TASK OBJECTIVE: If a line in the data below contains the word "Varley", copy it out.

[Saved data entries]
Start of Block

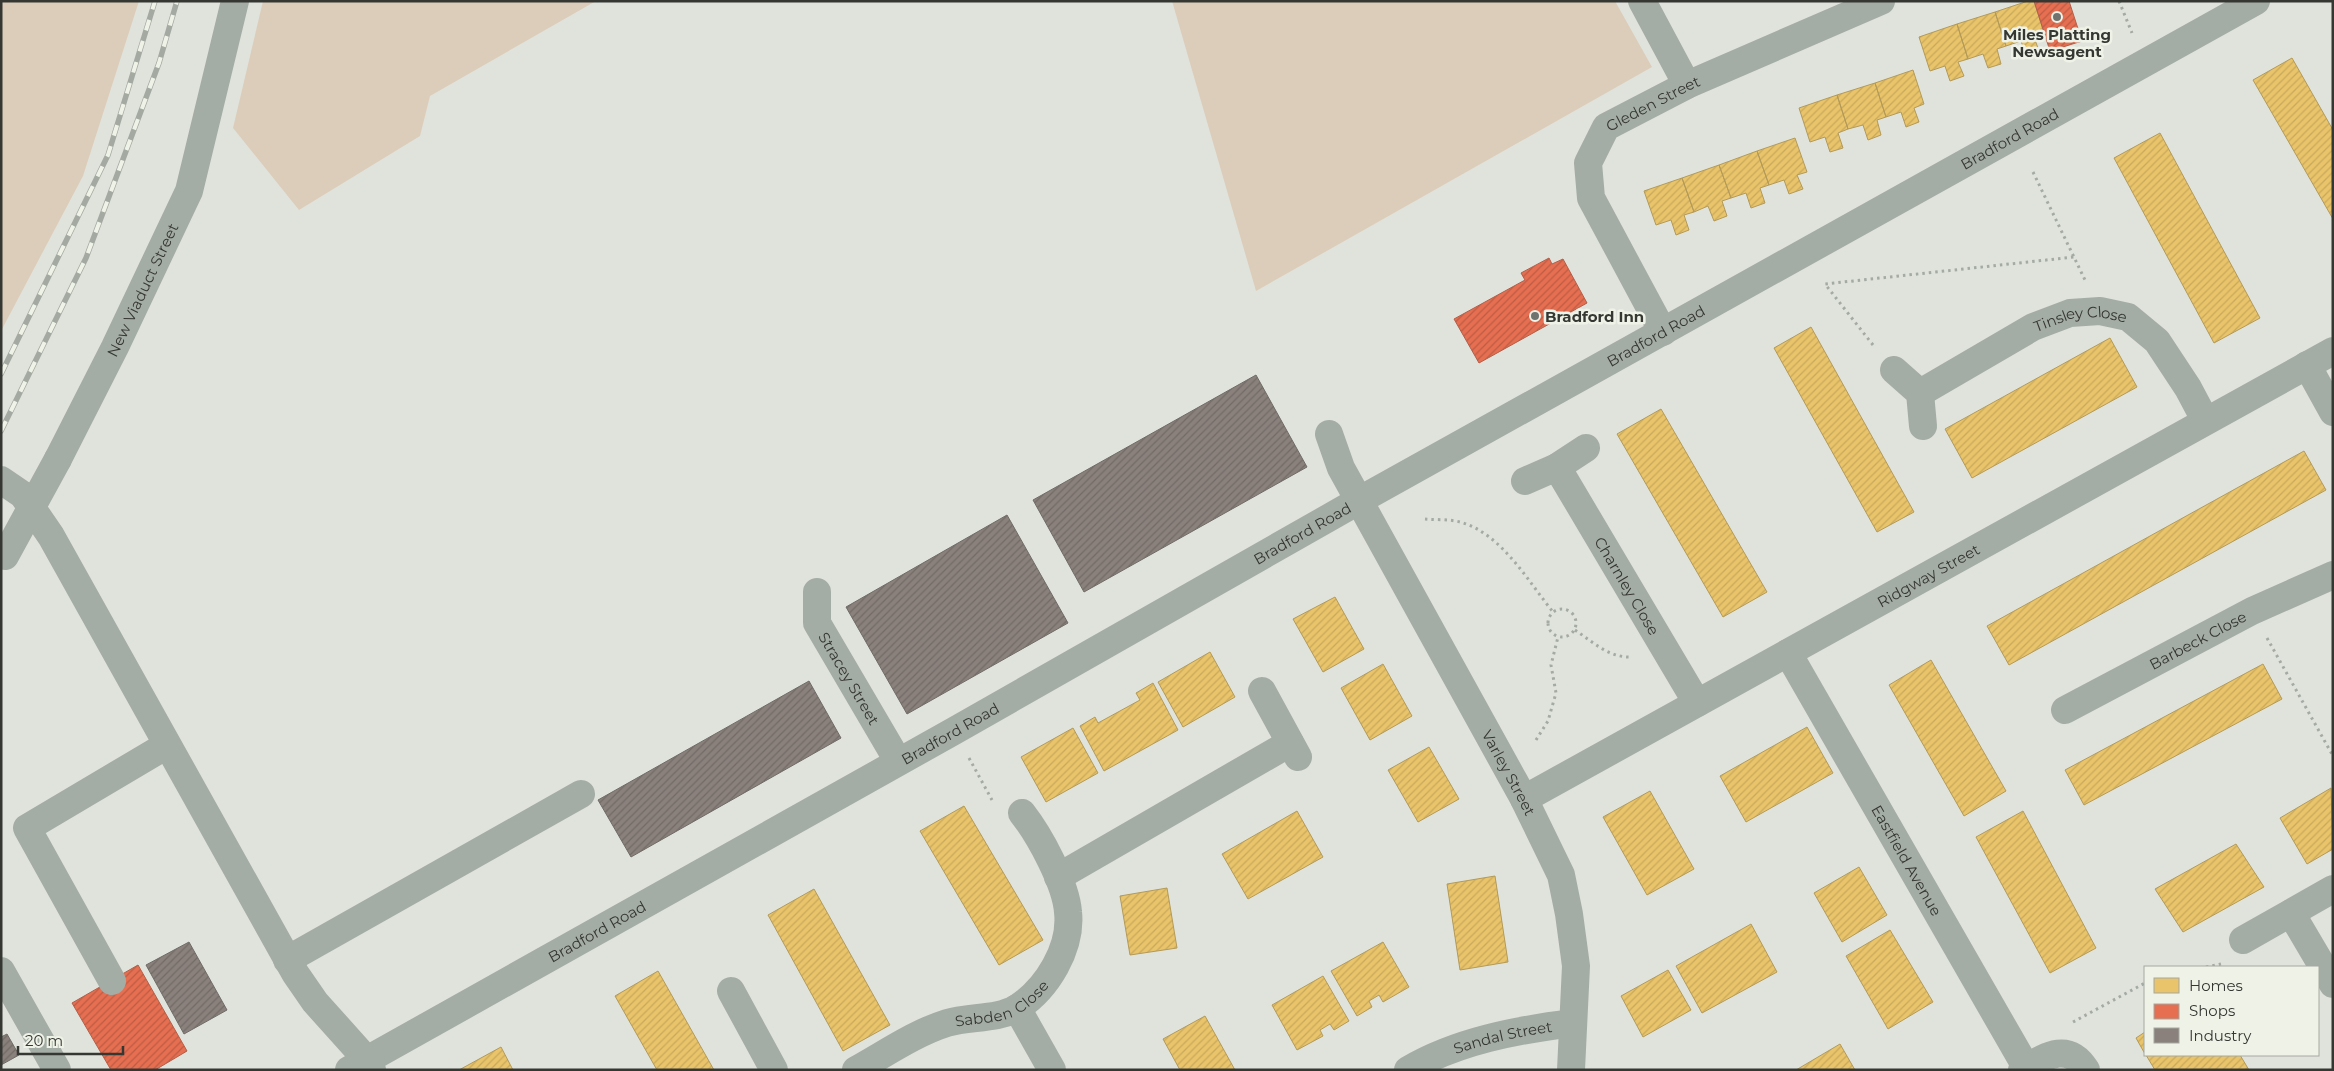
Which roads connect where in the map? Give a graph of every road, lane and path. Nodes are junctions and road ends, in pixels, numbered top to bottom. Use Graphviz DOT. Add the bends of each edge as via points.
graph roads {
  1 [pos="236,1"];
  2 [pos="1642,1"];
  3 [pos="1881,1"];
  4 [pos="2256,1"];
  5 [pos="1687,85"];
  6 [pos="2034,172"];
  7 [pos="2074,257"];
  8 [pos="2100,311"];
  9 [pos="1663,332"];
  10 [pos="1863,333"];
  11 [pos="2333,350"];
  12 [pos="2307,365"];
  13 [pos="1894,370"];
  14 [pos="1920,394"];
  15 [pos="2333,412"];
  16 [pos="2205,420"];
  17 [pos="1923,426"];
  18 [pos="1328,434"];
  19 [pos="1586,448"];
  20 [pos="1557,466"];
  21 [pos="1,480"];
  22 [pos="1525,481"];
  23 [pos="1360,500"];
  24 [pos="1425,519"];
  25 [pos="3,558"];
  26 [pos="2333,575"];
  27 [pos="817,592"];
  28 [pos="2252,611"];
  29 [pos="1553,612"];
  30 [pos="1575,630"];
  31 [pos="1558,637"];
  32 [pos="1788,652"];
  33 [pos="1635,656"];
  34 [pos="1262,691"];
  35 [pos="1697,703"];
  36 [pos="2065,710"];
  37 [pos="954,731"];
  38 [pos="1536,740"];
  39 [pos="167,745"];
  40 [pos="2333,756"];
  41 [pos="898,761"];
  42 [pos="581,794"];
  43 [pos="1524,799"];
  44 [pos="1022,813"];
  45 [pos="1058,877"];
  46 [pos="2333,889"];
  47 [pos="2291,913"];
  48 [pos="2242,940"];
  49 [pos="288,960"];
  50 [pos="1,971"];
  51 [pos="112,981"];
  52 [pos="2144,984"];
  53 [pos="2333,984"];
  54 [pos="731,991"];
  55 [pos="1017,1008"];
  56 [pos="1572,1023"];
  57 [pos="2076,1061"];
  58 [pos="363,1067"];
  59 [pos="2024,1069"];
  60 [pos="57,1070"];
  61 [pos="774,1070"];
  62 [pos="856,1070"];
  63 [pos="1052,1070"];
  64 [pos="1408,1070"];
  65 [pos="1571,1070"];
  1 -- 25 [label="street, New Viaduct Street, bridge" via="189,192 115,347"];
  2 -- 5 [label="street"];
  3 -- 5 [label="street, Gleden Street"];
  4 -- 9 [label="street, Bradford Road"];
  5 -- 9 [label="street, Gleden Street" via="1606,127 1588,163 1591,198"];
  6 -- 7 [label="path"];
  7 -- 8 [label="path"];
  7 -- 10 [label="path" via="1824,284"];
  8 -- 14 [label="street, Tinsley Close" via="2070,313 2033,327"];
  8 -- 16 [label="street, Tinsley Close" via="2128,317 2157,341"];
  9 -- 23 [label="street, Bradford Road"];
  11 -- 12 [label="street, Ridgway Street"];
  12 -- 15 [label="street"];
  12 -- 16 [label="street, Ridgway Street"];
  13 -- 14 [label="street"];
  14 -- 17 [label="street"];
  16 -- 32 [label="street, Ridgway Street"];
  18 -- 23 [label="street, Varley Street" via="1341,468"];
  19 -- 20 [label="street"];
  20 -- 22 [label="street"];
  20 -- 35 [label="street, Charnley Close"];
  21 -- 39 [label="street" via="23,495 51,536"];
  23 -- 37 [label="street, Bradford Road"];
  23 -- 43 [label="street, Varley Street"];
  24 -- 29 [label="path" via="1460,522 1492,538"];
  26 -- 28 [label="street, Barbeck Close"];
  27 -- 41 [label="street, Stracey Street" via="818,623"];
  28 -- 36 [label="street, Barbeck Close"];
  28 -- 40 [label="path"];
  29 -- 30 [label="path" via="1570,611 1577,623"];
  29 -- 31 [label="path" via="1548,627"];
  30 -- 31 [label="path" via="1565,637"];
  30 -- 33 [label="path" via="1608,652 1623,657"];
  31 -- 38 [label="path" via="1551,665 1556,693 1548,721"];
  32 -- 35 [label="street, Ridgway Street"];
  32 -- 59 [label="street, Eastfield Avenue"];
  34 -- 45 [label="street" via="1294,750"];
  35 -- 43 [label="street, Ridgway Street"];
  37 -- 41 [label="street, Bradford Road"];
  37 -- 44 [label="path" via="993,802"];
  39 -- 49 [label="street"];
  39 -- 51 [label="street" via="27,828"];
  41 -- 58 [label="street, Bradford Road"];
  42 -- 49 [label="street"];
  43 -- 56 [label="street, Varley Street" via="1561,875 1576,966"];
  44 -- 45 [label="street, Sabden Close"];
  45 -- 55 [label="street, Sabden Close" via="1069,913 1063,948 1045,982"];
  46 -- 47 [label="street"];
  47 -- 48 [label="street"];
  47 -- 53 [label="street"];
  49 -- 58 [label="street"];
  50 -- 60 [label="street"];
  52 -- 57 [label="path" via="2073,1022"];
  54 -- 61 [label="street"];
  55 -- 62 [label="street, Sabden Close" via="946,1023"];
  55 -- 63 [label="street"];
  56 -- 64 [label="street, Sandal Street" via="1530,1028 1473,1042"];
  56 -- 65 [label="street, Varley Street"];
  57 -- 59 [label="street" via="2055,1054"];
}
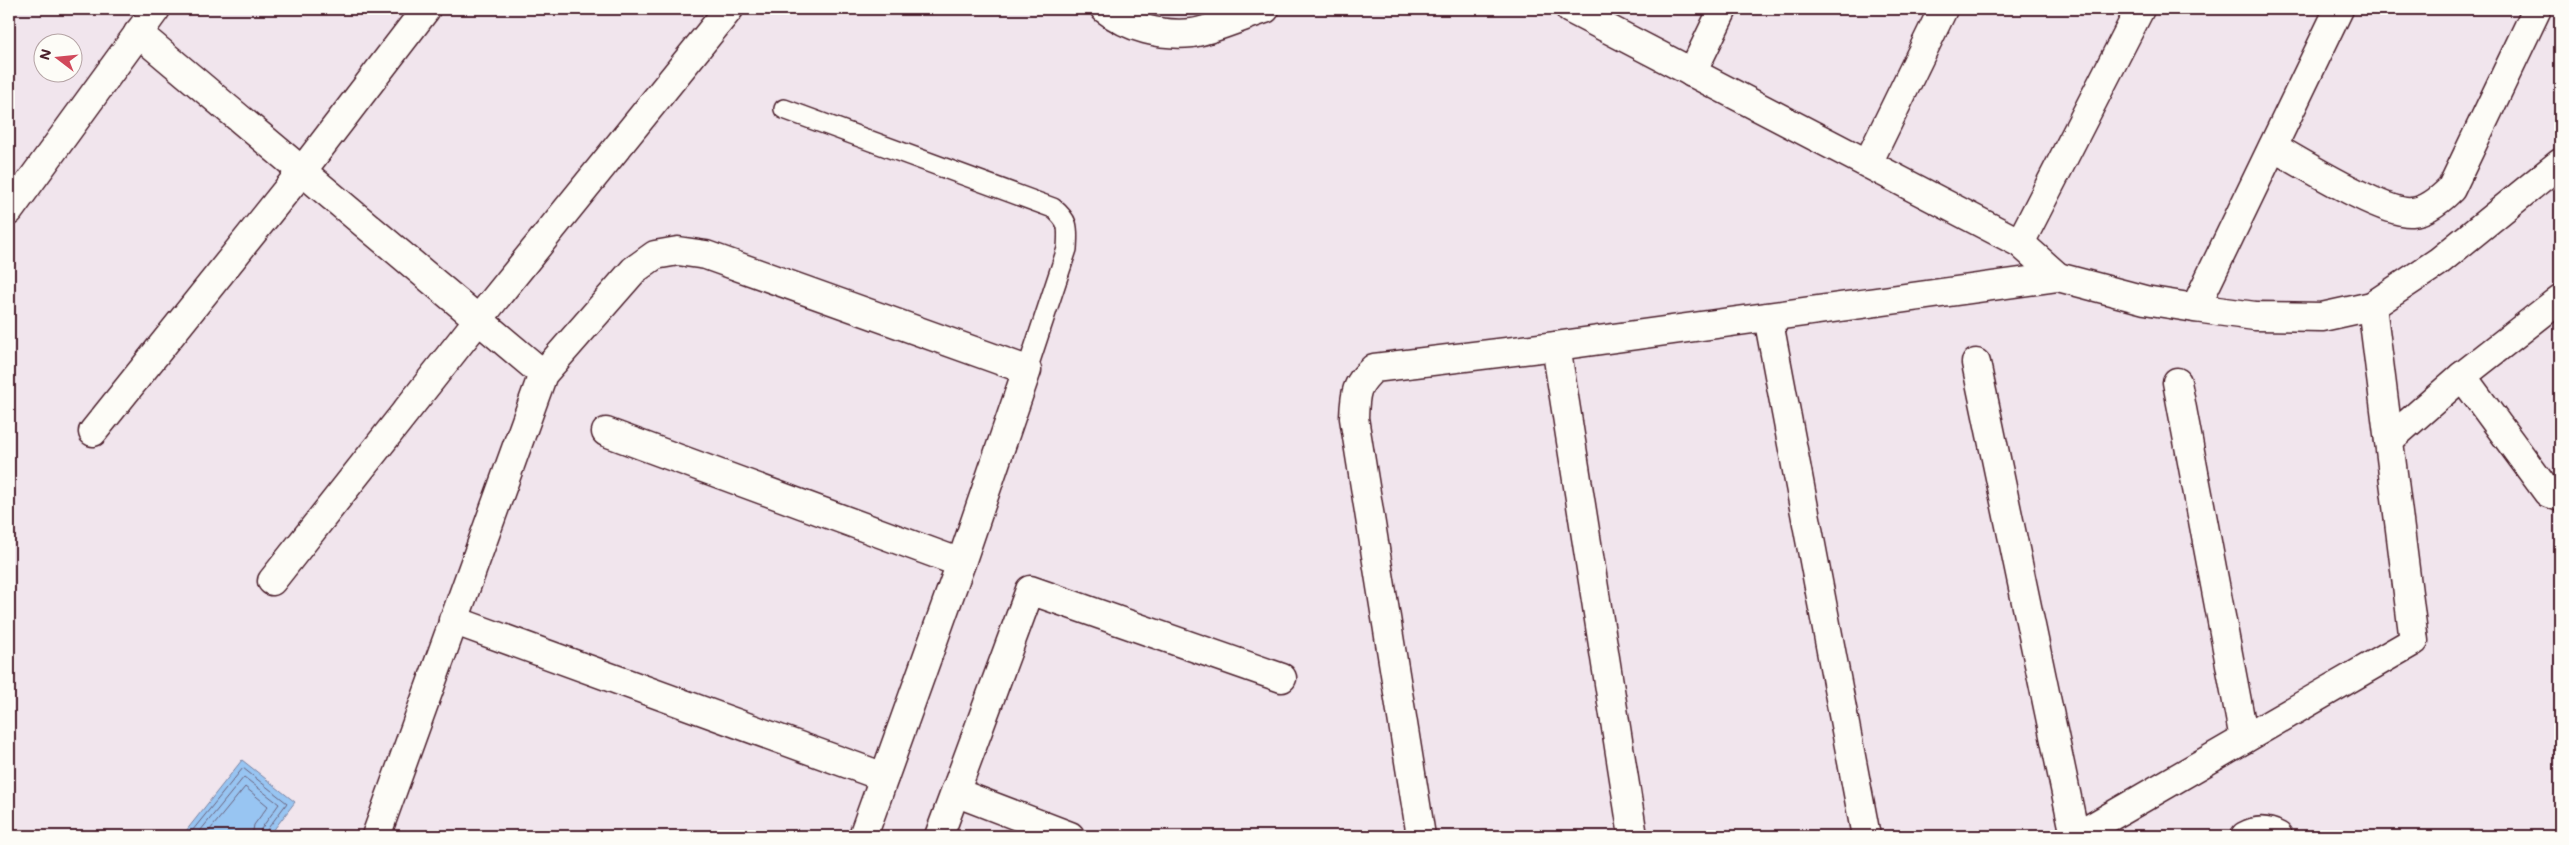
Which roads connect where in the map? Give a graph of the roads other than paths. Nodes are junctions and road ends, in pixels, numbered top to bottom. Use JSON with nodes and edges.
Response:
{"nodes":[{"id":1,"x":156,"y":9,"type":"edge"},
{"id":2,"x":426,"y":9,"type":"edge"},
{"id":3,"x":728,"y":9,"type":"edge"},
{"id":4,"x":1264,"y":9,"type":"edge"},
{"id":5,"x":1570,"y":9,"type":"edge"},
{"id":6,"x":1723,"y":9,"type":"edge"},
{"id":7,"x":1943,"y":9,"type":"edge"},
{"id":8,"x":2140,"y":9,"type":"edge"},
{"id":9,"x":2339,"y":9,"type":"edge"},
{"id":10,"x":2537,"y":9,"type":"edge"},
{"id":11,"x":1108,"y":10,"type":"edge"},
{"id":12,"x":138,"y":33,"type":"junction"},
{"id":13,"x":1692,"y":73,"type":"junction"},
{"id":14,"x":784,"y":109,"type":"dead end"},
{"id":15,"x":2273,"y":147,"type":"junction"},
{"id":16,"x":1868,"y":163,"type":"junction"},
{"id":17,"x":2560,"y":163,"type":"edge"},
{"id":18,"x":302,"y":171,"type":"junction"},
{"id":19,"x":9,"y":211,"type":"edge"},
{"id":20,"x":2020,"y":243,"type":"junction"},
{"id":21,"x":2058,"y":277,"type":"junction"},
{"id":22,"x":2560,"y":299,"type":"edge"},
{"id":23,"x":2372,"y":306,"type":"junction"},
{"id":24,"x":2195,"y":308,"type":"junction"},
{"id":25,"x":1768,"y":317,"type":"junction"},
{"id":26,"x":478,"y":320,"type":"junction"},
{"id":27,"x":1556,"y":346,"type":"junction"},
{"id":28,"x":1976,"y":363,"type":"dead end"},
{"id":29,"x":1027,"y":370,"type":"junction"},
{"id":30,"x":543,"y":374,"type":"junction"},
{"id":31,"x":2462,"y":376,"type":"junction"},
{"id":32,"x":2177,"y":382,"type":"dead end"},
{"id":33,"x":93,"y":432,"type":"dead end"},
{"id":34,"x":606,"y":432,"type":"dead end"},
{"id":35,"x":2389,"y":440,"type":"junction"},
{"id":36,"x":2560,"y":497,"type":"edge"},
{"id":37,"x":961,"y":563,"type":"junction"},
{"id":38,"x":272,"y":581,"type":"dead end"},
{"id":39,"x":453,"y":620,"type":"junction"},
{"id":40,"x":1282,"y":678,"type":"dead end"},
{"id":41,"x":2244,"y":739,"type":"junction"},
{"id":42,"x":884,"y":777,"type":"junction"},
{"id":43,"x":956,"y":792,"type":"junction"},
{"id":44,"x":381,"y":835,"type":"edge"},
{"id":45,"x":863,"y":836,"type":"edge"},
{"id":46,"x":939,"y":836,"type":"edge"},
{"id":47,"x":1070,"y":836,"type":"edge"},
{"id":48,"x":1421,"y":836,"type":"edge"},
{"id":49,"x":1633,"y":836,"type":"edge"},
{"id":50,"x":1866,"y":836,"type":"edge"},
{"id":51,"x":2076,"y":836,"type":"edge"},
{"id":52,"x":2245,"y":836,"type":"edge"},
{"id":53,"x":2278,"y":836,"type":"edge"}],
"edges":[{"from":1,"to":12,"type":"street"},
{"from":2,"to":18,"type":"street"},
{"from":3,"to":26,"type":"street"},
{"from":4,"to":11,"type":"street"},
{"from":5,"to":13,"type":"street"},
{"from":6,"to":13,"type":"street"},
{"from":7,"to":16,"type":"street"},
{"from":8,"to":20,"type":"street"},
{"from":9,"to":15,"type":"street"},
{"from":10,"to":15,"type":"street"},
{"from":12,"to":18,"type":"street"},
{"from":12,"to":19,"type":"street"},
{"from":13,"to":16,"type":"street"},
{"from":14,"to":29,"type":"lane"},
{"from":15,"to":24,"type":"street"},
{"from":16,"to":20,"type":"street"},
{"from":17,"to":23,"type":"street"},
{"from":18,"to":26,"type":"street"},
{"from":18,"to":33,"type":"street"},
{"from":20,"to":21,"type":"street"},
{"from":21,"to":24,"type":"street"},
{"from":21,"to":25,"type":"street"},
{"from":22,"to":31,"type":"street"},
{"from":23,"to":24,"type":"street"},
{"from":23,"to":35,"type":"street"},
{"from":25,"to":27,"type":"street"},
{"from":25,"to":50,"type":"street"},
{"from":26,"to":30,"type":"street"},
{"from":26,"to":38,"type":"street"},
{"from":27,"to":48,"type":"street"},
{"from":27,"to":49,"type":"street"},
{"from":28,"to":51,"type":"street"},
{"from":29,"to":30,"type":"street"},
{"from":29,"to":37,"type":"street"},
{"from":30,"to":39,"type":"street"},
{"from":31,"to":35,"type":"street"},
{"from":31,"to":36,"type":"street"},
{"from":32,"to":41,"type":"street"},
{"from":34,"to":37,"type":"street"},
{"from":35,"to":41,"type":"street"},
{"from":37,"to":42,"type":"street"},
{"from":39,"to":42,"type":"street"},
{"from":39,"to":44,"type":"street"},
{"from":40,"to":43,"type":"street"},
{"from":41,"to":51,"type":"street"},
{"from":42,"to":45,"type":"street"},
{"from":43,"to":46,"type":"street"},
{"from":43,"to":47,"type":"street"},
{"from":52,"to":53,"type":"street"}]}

End of Block

TASK RESPONSE:
  18 -- 23 [label="street, Varley Street" via="1341,468"];
  23 -- 43 [label="street, Varley Street"];
  43 -- 56 [label="street, Varley Street" via="1561,875 1576,966"];
  56 -- 65 [label="street, Varley Street"];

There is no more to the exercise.